## Stored data
----

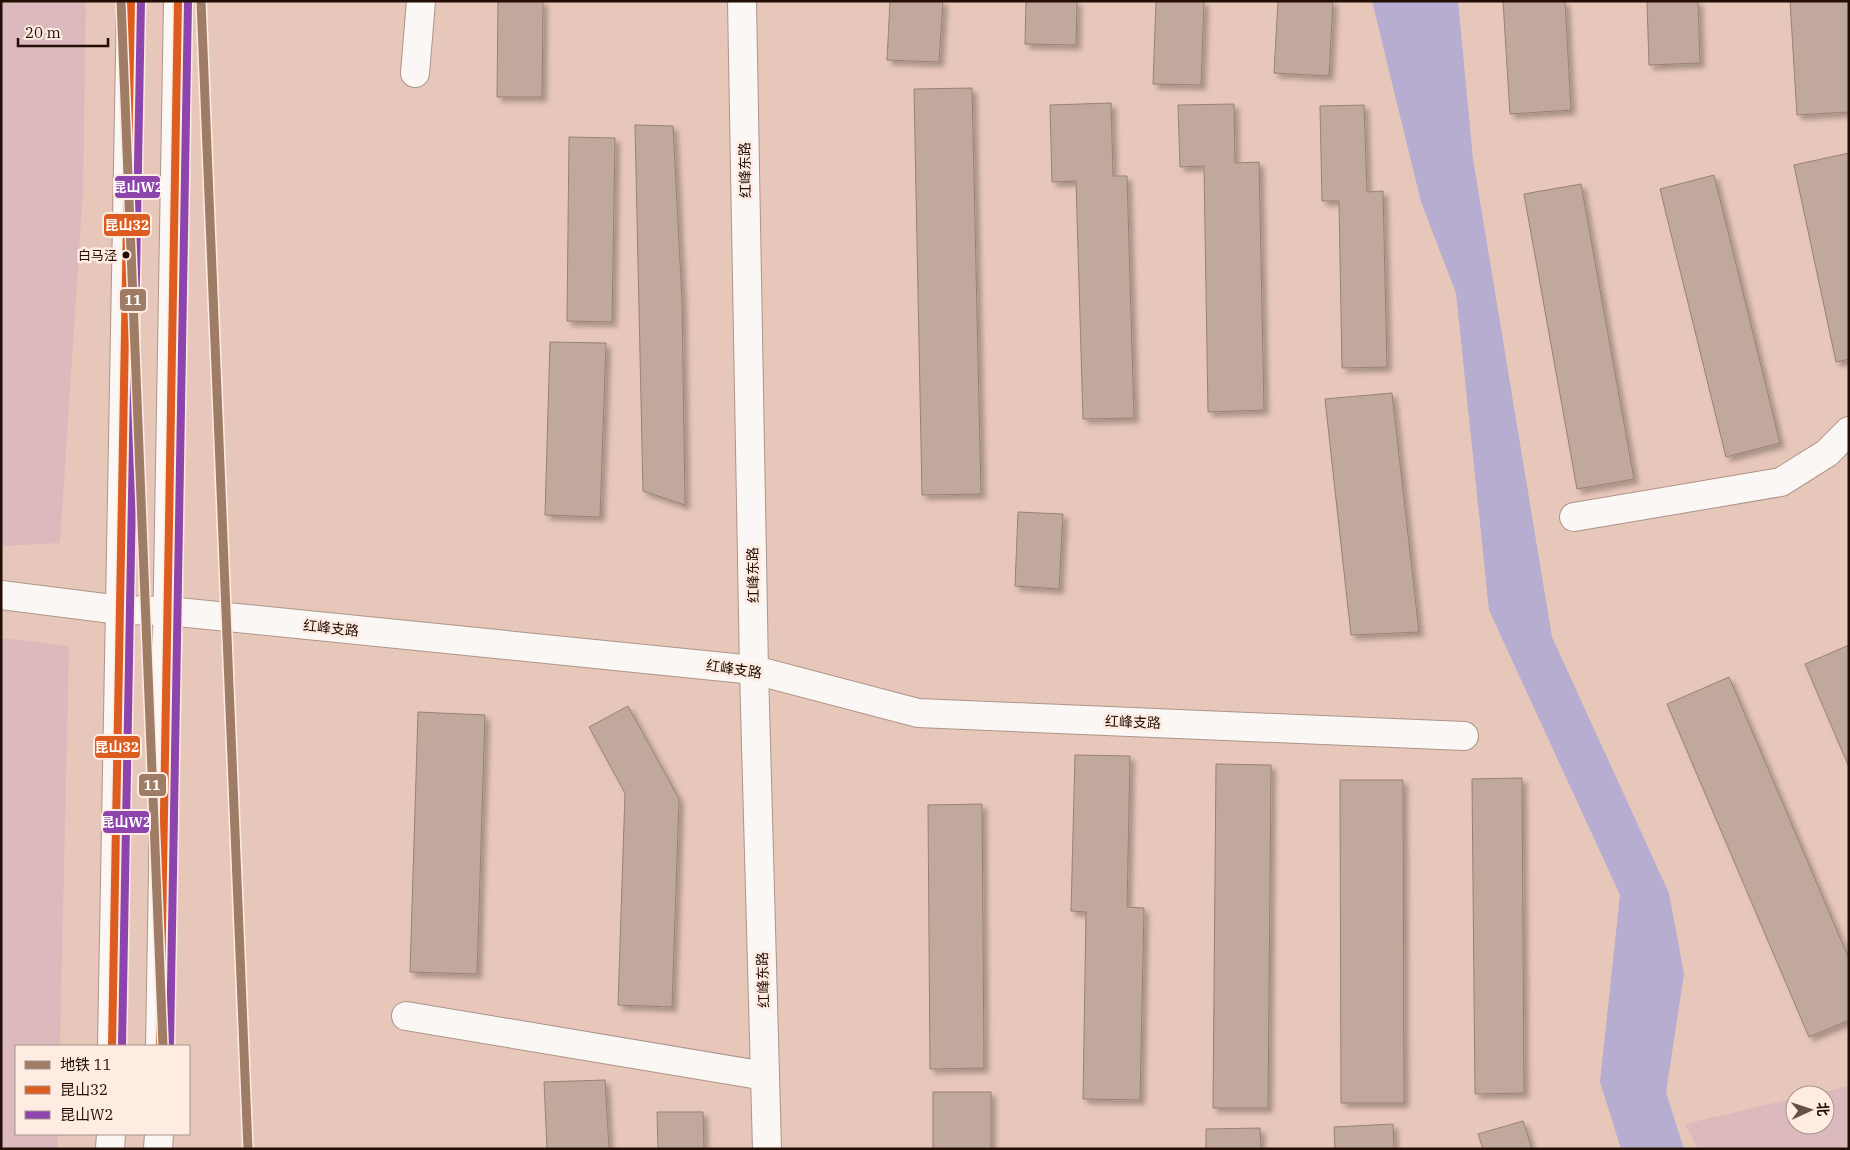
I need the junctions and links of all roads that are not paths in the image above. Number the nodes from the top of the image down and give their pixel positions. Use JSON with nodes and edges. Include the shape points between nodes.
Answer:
{"nodes":[{"id":1,"x":130,"y":1,"type":"edge"},
{"id":2,"x":178,"y":1,"type":"edge"},
{"id":3,"x":421,"y":1,"type":"edge"},
{"id":4,"x":742,"y":1,"type":"edge"},
{"id":5,"x":415,"y":73,"type":"dead end"},
{"id":6,"x":1849,"y":431,"type":"edge"},
{"id":7,"x":1574,"y":517,"type":"dead end"},
{"id":8,"x":1,"y":595,"type":"edge"},
{"id":9,"x":120,"y":610,"type":"junction"},
{"id":10,"x":168,"y":611,"type":"junction"},
{"id":11,"x":754,"y":670,"type":"junction"},
{"id":12,"x":1464,"y":736,"type":"dead end"},
{"id":13,"x":406,"y":1016,"type":"dead end"},
{"id":14,"x":112,"y":1045,"type":"edge"},
{"id":15,"x":160,"y":1045,"type":"edge"},
{"id":16,"x":765,"y":1076,"type":"junction"},
{"id":17,"x":111,"y":1135,"type":"edge"},
{"id":18,"x":159,"y":1135,"type":"edge"},
{"id":19,"x":110,"y":1149,"type":"edge"},
{"id":20,"x":158,"y":1149,"type":"edge"},
{"id":21,"x":767,"y":1149,"type":"edge"}],
"edges":[{"from":1,"to":9,"type":"street"},
{"from":2,"to":10,"type":"street"},
{"from":3,"to":5,"type":"street"},
{"from":4,"to":11,"type":"street","name":"红峰东路"},
{"from":6,"to":7,"type":"street","via":[[1827,453],[1781,482]]},
{"from":8,"to":9,"type":"street","name":"红峰支路"},
{"from":9,"to":10,"type":"street","name":"红峰支路"},
{"from":9,"to":14,"type":"street"},
{"from":10,"to":11,"type":"street","name":"红峰支路"},
{"from":10,"to":15,"type":"street"},
{"from":11,"to":12,"type":"street","name":"红峰支路","via":[[918,713]]},
{"from":11,"to":16,"type":"street","name":"红峰东路"},
{"from":13,"to":16,"type":"street"},
{"from":16,"to":21,"type":"street","name":"红峰东路"},
{"from":17,"to":19,"type":"street"},
{"from":18,"to":20,"type":"street"}]}
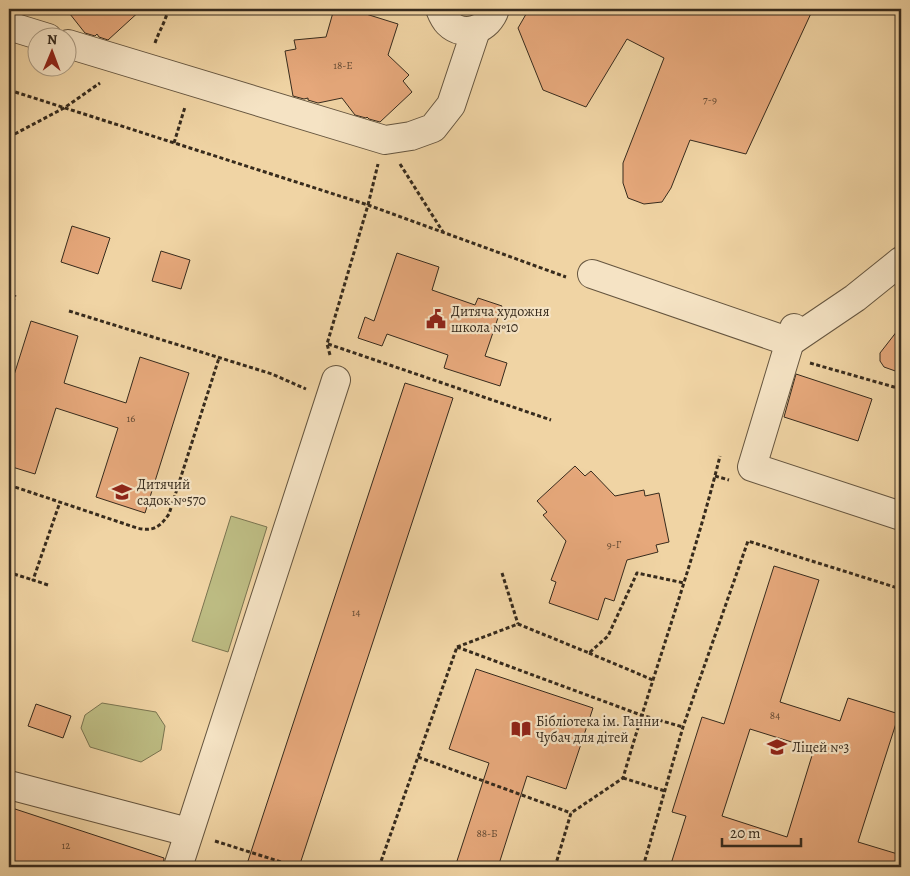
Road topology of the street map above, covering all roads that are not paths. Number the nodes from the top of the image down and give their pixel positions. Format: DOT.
graph roads {
  1 [pos="440,9"];
  2 [pos="495,9"];
  3 [pos="9,26"];
  4 [pos="476,30"];
  5 [pos="28,32"];
  6 [pos="78,47"];
  7 [pos="901,261"];
  8 [pos="592,274"];
  9 [pos="855,298"];
  10 [pos="883,304"];
  11 [pos="790,342"];
  12 [pos="333,389"];
  13 [pos="899,507"];
  14 [pos="9,785"];
  15 [pos="188,832"];
  16 [pos="178,867"];
  1 -- 4 [label="lane"];
  2 -- 4 [label="lane"];
  3 -- 5 [label="lane"];
  4 -- 6 [label="lane"];
  7 -- 9 [label="lane"];
  8 -- 11 [label="lane"];
  9 -- 10 [label="lane"];
  9 -- 11 [label="lane"];
  11 -- 13 [label="lane"];
  12 -- 15 [label="lane"];
  14 -- 15 [label="lane"];
  15 -- 16 [label="lane"];
}
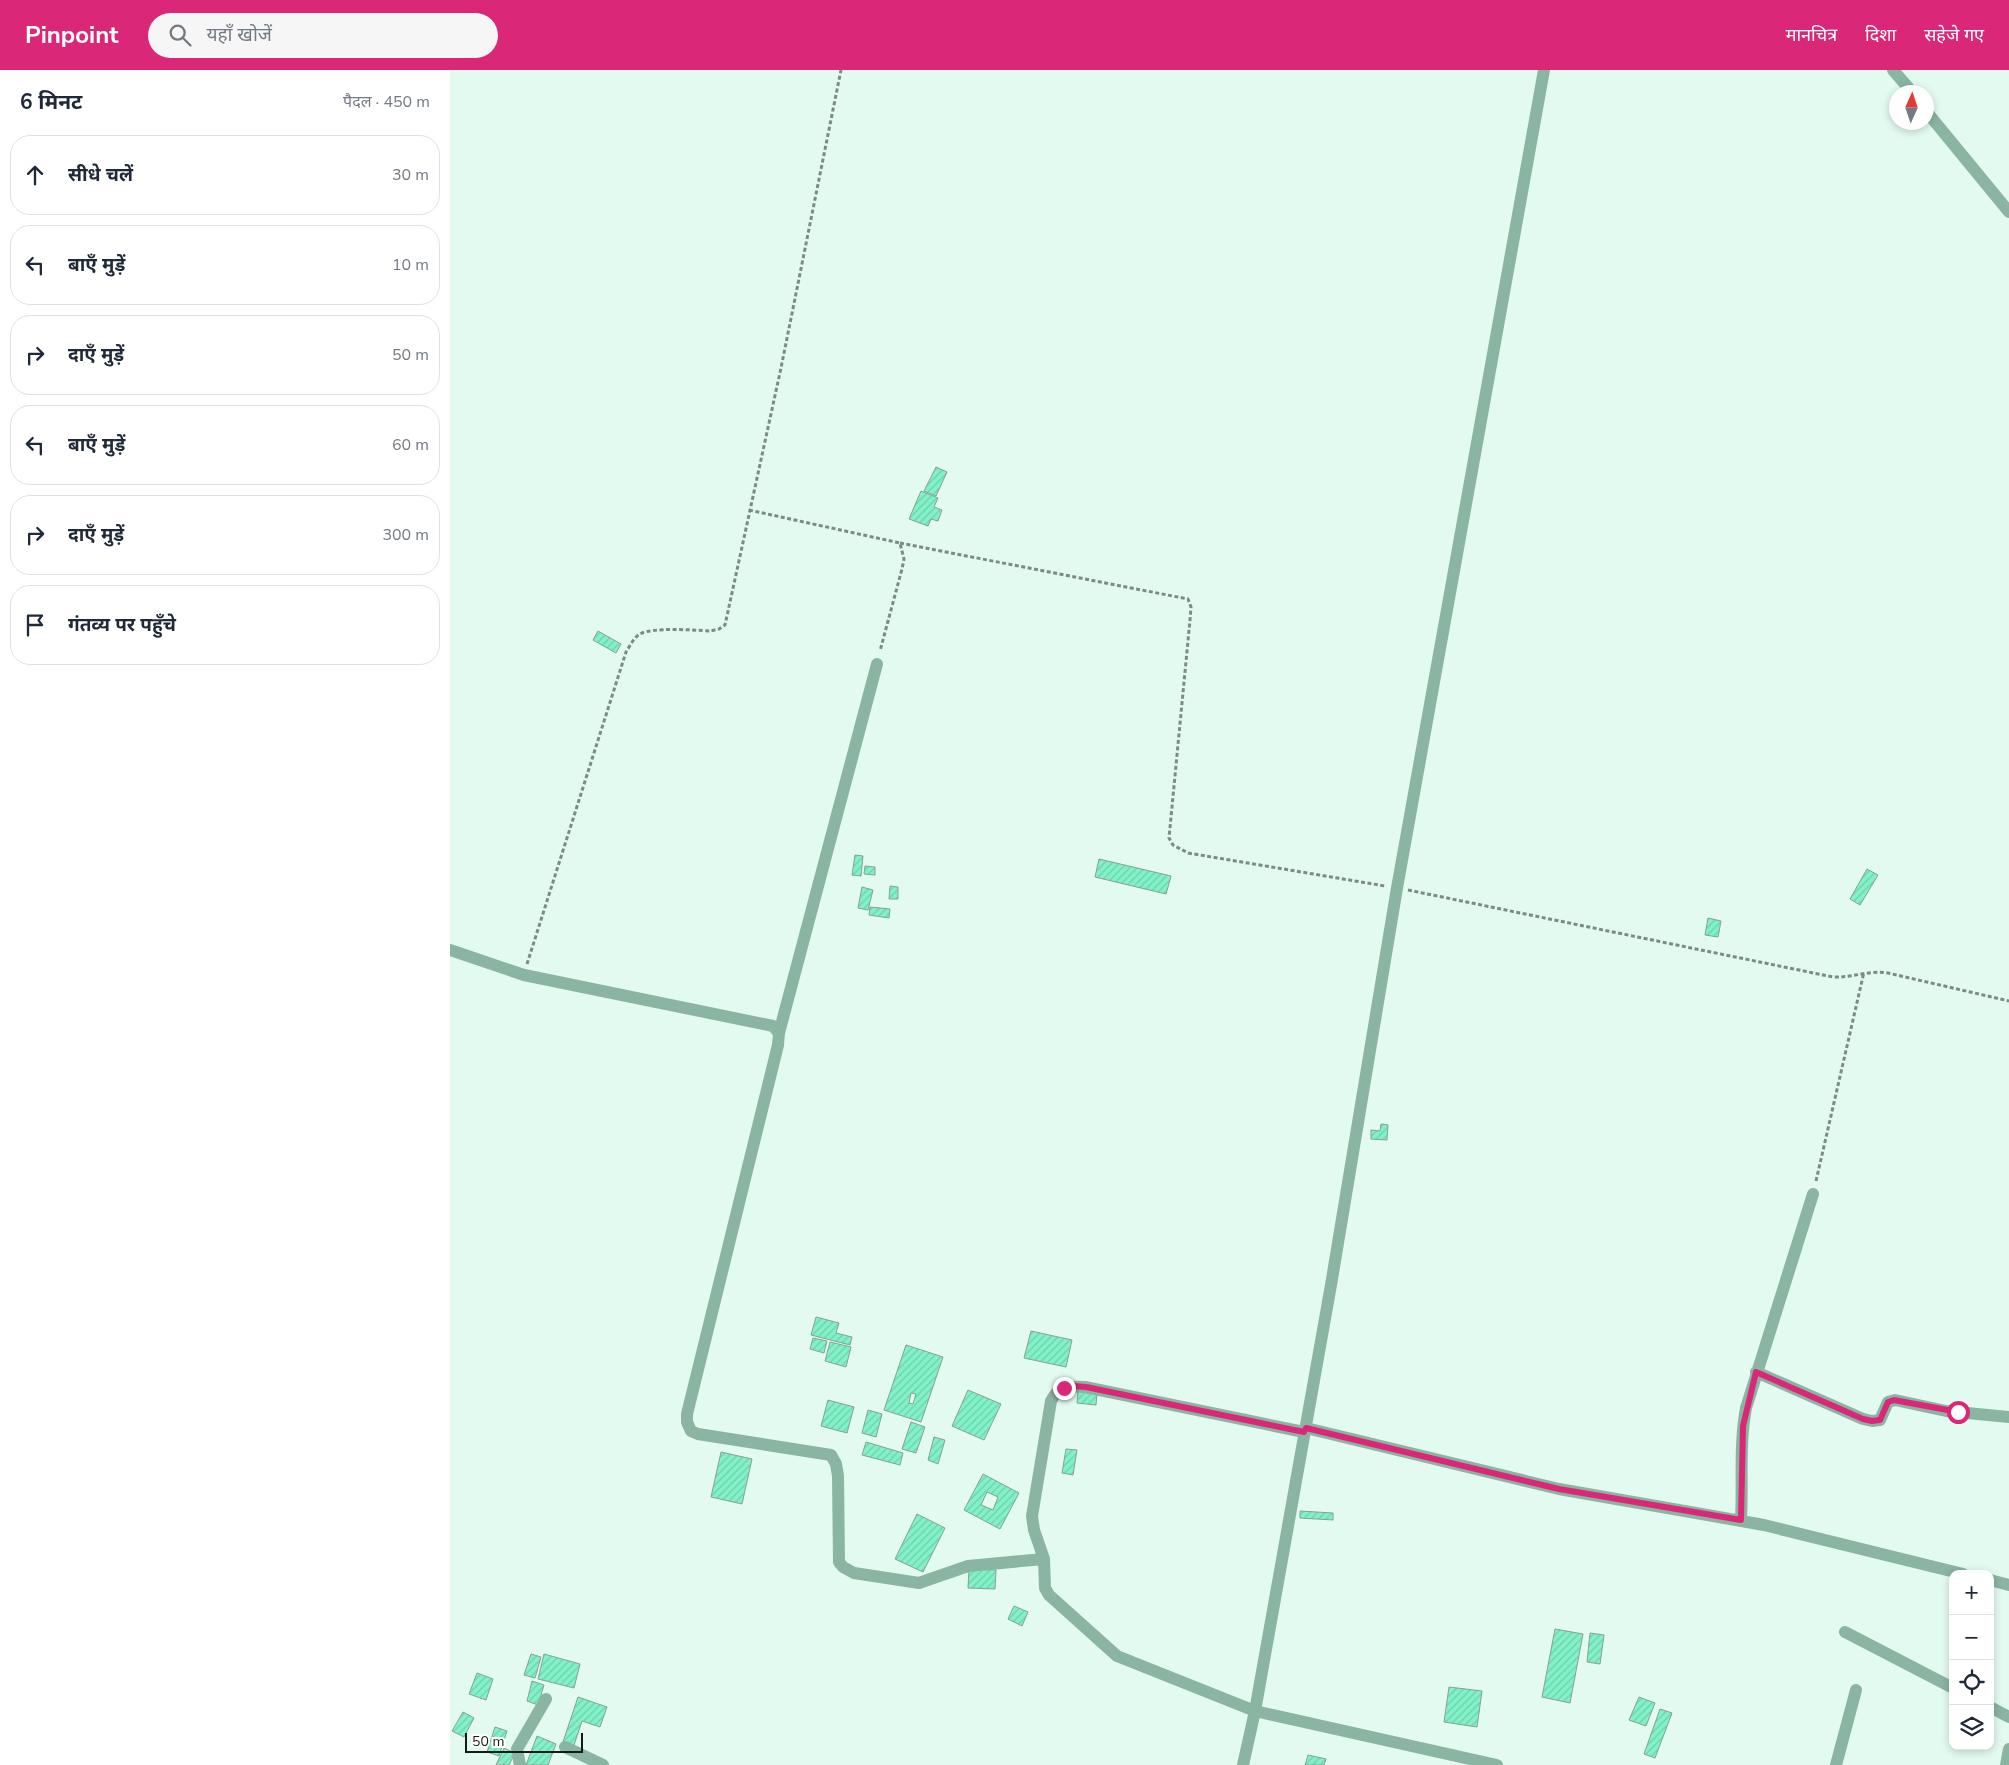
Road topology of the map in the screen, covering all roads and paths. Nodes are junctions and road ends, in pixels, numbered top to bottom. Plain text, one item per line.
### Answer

----

## The task
Nothing in the records should be changed in the copy, but the pictures must be left out.

## Task result
I need the junctions and links of all roads that are not paths in the image above. Number the nodes from the top of the image down and give their pixel positions. Use JSON with nodes and edges. Include the shape points between nodes.
Answer:
{"nodes":[{"id":1,"x":130,"y":1,"type":"edge"},
{"id":2,"x":178,"y":1,"type":"edge"},
{"id":3,"x":421,"y":1,"type":"edge"},
{"id":4,"x":742,"y":1,"type":"edge"},
{"id":5,"x":415,"y":73,"type":"dead end"},
{"id":6,"x":1849,"y":431,"type":"edge"},
{"id":7,"x":1574,"y":517,"type":"dead end"},
{"id":8,"x":1,"y":595,"type":"edge"},
{"id":9,"x":120,"y":610,"type":"junction"},
{"id":10,"x":168,"y":611,"type":"junction"},
{"id":11,"x":754,"y":670,"type":"junction"},
{"id":12,"x":1464,"y":736,"type":"dead end"},
{"id":13,"x":406,"y":1016,"type":"dead end"},
{"id":14,"x":112,"y":1045,"type":"edge"},
{"id":15,"x":160,"y":1045,"type":"edge"},
{"id":16,"x":765,"y":1076,"type":"junction"},
{"id":17,"x":111,"y":1135,"type":"edge"},
{"id":18,"x":159,"y":1135,"type":"edge"},
{"id":19,"x":110,"y":1149,"type":"edge"},
{"id":20,"x":158,"y":1149,"type":"edge"},
{"id":21,"x":767,"y":1149,"type":"edge"}],
"edges":[{"from":1,"to":9,"type":"street"},
{"from":2,"to":10,"type":"street"},
{"from":3,"to":5,"type":"street"},
{"from":4,"to":11,"type":"street","name":"红峰东路"},
{"from":6,"to":7,"type":"street","via":[[1827,453],[1781,482]]},
{"from":8,"to":9,"type":"street","name":"红峰支路"},
{"from":9,"to":10,"type":"street","name":"红峰支路"},
{"from":9,"to":14,"type":"street"},
{"from":10,"to":11,"type":"street","name":"红峰支路"},
{"from":10,"to":15,"type":"street"},
{"from":11,"to":12,"type":"street","name":"红峰支路","via":[[918,713]]},
{"from":11,"to":16,"type":"street","name":"红峰东路"},
{"from":13,"to":16,"type":"street"},
{"from":16,"to":21,"type":"street","name":"红峰东路"},
{"from":17,"to":19,"type":"street"},
{"from":18,"to":20,"type":"street"}]}
Road topology of the street map above, covering all roads that are not paths. Number the nodes from the top of the image down and give their pixel positions. Format: DOT.
graph roads {
  1 [pos="440,9"];
  2 [pos="495,9"];
  3 [pos="9,26"];
  4 [pos="476,30"];
  5 [pos="28,32"];
  6 [pos="78,47"];
  7 [pos="901,261"];
  8 [pos="592,274"];
  9 [pos="855,298"];
  10 [pos="883,304"];
  11 [pos="790,342"];
  12 [pos="333,389"];
  13 [pos="899,507"];
  14 [pos="9,785"];
  15 [pos="188,832"];
  16 [pos="178,867"];
  1 -- 4 [label="lane"];
  2 -- 4 [label="lane"];
  3 -- 5 [label="lane"];
  4 -- 6 [label="lane"];
  7 -- 9 [label="lane"];
  8 -- 11 [label="lane"];
  9 -- 10 [label="lane"];
  9 -- 11 [label="lane"];
  11 -- 13 [label="lane"];
  12 -- 15 [label="lane"];
  14 -- 15 [label="lane"];
  15 -- 16 [label="lane"];
}
Road topology of the map in the screen, covering all roads and paths. Nodes are junctions and road ends, in pixels, numbered top to bottom. Plain text, one item per line.
### Answer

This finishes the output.